Backup / Restore Azure Cosmos DB at PowerShell window
Mongo DB executables do not support PowerShell as first party command. Though you would be able to download / upload data to Azure Cosmos DB fine and without issues but all of the output is treated as error.
For this, first we need to define connection details for cosmos db and store them inside variables:
$cosmosServer = “mycosmos.documents.azure.com:10255” #Define the cosmos db hostname and port
$cosmosUser = “mycosmos-username” #Define username
$cosmosPassword = “mycosmos-password” #Defines password
Let’s also create a directory to store backups and make sure it exists:
$backupDir = “C:\cosmos-backup\$(Get-Date -Format yyyyMMddhhmmss)”
Write-Host “Creating temporary backup directory as $backupDir”
New-Item -Path $backupDir -ItemType Directory | Out-Null
We can then call mongorestore.exe and pass the required parameters using below commands:
$mongoExe = “C:\Program Files\MongoDB\Server\3.6\bin\mongodump.exe”
$arguments = “–host $cosmosServer -u $cosmosUser -p $cosmosPassword –ssl –sslAllowInvalidCertificates –out $backupDir -vvvvv”
Start-Process $mongoExe $arguments -Wait -RedirectStandardError “standarderror.txt” -RedirectStandardOutput “standardoutput.txt”
Note that we have captured output of Start-Process so that we can be informed about the errors that may have occurred during the backup process.
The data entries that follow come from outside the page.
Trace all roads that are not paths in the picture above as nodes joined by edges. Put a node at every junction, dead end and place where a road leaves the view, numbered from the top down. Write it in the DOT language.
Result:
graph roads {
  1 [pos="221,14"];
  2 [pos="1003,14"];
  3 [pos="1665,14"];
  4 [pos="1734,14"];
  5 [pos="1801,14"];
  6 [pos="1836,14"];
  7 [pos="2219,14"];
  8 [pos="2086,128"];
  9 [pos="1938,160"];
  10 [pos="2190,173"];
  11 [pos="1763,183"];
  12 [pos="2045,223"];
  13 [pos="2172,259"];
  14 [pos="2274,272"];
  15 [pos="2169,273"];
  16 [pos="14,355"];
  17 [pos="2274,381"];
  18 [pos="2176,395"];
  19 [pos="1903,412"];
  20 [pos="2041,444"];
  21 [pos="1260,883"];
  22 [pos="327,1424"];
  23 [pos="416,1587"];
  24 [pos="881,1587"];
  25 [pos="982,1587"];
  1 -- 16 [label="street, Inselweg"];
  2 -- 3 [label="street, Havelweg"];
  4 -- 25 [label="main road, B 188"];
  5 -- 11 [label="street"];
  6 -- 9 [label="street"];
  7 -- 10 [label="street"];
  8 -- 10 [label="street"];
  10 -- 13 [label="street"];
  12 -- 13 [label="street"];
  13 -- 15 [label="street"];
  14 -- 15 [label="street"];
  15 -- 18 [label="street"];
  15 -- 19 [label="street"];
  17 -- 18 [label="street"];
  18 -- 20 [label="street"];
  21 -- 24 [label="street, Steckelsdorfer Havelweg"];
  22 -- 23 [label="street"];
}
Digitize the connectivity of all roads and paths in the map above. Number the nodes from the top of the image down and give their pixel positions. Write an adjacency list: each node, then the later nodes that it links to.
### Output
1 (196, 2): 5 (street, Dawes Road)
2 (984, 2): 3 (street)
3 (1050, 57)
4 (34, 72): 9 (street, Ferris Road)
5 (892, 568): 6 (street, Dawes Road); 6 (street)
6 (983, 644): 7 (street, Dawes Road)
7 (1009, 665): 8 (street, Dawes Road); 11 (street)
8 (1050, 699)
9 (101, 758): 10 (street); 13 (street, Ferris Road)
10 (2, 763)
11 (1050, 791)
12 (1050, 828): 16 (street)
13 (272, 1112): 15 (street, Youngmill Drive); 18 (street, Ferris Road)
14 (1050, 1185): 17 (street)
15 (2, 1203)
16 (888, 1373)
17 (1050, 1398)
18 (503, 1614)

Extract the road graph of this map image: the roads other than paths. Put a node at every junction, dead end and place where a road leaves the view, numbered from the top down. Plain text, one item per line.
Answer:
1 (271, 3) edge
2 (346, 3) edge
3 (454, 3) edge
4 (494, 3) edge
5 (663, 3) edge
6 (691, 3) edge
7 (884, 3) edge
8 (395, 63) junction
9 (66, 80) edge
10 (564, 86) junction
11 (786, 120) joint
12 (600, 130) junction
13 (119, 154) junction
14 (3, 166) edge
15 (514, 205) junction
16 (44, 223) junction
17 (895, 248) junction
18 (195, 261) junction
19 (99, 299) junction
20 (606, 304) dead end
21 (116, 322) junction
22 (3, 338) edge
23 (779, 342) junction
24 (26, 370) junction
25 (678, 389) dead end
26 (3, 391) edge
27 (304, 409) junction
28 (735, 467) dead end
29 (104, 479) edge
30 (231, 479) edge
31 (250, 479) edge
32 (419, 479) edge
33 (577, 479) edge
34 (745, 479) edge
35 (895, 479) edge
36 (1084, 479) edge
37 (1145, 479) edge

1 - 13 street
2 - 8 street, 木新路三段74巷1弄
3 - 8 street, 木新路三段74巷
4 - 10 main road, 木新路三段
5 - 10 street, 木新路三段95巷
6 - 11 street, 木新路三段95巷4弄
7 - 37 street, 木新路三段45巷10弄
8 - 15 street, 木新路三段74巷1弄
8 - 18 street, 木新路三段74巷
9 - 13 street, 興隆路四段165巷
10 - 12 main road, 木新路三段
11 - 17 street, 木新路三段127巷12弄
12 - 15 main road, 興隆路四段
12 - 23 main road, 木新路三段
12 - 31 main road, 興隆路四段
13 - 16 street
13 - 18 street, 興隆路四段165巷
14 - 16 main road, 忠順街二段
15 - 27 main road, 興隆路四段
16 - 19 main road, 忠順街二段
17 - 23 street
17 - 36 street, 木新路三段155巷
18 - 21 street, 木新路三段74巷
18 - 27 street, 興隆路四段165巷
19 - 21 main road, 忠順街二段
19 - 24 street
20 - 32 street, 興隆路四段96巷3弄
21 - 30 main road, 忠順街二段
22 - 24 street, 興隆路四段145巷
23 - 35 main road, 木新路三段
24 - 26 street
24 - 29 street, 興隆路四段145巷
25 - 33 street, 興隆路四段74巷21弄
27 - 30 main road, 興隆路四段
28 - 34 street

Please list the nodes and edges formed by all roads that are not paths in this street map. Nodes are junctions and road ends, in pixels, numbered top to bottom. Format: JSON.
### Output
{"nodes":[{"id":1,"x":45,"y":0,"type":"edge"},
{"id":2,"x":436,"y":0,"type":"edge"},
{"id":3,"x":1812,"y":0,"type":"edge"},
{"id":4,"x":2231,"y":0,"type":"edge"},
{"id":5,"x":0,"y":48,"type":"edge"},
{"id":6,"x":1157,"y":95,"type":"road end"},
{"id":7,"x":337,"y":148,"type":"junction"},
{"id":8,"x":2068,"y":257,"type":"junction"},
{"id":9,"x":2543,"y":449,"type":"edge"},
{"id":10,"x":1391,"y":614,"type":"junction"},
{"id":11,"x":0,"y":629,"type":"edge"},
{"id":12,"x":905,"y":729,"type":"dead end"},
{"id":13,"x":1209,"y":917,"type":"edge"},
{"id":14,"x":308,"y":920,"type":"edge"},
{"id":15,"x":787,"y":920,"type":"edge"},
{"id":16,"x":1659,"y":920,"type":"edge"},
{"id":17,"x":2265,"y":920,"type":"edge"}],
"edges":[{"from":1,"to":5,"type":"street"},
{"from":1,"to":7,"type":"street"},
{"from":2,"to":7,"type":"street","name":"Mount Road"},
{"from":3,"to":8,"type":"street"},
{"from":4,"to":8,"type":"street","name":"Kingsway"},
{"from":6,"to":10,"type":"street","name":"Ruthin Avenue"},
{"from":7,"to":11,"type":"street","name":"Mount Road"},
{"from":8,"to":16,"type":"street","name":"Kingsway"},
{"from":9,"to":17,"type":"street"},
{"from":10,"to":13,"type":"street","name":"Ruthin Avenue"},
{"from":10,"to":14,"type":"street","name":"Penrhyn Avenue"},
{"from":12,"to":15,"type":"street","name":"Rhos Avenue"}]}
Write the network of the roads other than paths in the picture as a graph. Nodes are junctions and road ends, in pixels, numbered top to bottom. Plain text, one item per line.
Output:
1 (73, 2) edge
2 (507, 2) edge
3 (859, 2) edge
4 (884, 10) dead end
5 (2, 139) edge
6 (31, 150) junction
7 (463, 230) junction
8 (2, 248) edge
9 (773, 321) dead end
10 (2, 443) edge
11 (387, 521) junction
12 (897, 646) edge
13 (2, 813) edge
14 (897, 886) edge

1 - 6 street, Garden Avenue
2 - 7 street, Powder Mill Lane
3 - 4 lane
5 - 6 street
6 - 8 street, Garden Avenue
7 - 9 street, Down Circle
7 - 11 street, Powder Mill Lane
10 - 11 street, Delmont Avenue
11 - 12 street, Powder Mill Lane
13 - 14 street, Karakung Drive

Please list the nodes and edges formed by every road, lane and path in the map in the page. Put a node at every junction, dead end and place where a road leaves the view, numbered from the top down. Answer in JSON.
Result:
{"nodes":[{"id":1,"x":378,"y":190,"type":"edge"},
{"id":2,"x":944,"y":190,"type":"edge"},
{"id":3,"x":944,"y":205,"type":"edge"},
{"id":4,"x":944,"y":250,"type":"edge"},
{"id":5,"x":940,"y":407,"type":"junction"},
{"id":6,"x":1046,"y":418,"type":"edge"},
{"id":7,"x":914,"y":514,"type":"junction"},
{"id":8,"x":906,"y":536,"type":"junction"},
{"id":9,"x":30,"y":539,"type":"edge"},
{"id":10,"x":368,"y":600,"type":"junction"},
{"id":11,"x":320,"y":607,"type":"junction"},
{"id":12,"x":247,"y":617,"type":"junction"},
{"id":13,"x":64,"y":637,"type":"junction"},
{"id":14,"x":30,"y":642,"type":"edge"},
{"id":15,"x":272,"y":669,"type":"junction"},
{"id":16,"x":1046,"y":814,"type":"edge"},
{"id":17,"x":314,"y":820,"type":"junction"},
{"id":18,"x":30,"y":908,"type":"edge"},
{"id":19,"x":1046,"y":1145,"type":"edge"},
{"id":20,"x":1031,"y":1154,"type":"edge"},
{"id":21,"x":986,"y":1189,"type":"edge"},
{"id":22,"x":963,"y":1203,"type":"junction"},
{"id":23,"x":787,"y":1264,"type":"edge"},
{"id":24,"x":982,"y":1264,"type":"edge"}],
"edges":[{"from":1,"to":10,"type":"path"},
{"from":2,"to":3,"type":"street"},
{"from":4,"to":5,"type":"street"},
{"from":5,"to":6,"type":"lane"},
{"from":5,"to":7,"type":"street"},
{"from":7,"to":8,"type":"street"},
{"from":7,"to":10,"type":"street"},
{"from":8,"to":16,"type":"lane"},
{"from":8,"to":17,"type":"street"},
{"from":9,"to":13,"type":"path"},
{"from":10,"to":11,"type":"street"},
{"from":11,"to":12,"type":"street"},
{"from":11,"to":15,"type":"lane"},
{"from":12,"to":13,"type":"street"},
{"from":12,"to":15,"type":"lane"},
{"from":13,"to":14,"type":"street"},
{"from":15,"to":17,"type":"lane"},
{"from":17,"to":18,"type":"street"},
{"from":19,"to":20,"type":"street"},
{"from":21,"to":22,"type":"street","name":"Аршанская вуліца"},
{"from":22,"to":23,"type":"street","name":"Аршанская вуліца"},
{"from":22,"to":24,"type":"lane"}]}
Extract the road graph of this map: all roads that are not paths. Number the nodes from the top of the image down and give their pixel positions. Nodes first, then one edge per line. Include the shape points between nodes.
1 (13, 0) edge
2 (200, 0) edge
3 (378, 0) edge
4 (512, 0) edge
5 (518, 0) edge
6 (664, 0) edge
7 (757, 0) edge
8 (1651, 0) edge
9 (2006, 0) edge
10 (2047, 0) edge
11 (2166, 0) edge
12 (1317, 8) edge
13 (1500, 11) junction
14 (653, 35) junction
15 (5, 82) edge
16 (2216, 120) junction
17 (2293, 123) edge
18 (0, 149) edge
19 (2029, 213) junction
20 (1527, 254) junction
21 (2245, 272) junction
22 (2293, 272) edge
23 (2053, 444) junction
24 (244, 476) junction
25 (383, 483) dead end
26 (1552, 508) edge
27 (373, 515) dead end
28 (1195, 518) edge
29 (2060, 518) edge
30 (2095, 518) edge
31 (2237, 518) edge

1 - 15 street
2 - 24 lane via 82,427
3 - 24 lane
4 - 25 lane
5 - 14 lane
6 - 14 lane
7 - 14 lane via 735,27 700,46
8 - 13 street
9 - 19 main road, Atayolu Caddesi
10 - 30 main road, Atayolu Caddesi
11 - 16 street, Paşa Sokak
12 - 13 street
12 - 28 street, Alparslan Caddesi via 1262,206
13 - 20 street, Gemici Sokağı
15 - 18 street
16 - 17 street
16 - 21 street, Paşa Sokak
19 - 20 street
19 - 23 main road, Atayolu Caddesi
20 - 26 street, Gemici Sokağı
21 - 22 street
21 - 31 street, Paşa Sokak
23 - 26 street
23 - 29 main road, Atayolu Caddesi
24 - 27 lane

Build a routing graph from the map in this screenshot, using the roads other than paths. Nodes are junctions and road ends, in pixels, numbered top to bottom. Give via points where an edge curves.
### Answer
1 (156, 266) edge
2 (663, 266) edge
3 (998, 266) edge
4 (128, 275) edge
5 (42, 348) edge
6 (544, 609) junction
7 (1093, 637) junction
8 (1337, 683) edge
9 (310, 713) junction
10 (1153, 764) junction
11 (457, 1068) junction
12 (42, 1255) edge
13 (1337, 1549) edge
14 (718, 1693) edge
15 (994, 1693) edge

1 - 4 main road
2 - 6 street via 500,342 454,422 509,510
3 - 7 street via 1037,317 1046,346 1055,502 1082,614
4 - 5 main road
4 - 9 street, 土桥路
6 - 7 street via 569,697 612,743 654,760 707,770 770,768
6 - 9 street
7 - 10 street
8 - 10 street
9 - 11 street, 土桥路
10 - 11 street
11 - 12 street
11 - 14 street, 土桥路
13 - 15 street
Again, as mentioned above, since mongodump does not natively support PowerShell, even standard output is reported as error. So you’ll need to parse and understand it carefully.
Below is overall script which can be used towards backup process:
|$cosmosServer = "mycosmos.documents.azure.com:10255" #Define the cosmos db hostname and port|
|$cosmosUser = "mycosmos-username" #Define username|
|$cosmosPassword = "mycosmos-password" #Defines password|
|$backupDir = "C:\cosmos-backup\$(Get-Date –Format yyyyMMddhhmmss)"|
|Write-Host "Creating temporary backup directory as $backupDir"|
|New-Item –Path $backupDir –ItemType Directory | Out-Null|
|$mongoExe = "C:\Program Files\MongoDB\Server\3.6\bin\mongodump.exe"|
|$arguments = "–host $cosmosServer -u $cosmosUser -p $cosmosPassword –ssl –sslAllowInvalidCertificates –out $backupDir -vvvvv"|
|Start-Process $mongoExe $arguments –Wait –RedirectStandardError "standarderror.txt" –RedirectStandardOutput "standardoutput.txt"|
|Write-Host "Displaying standard output:"|
|Write-Host "Displaying if any errors:"|
You may tune it to adjust your needs. Also, as mentioned above, we can use mongorestore.exe to restore data back to the Azure Cosmos DB and also script it on above guidelines.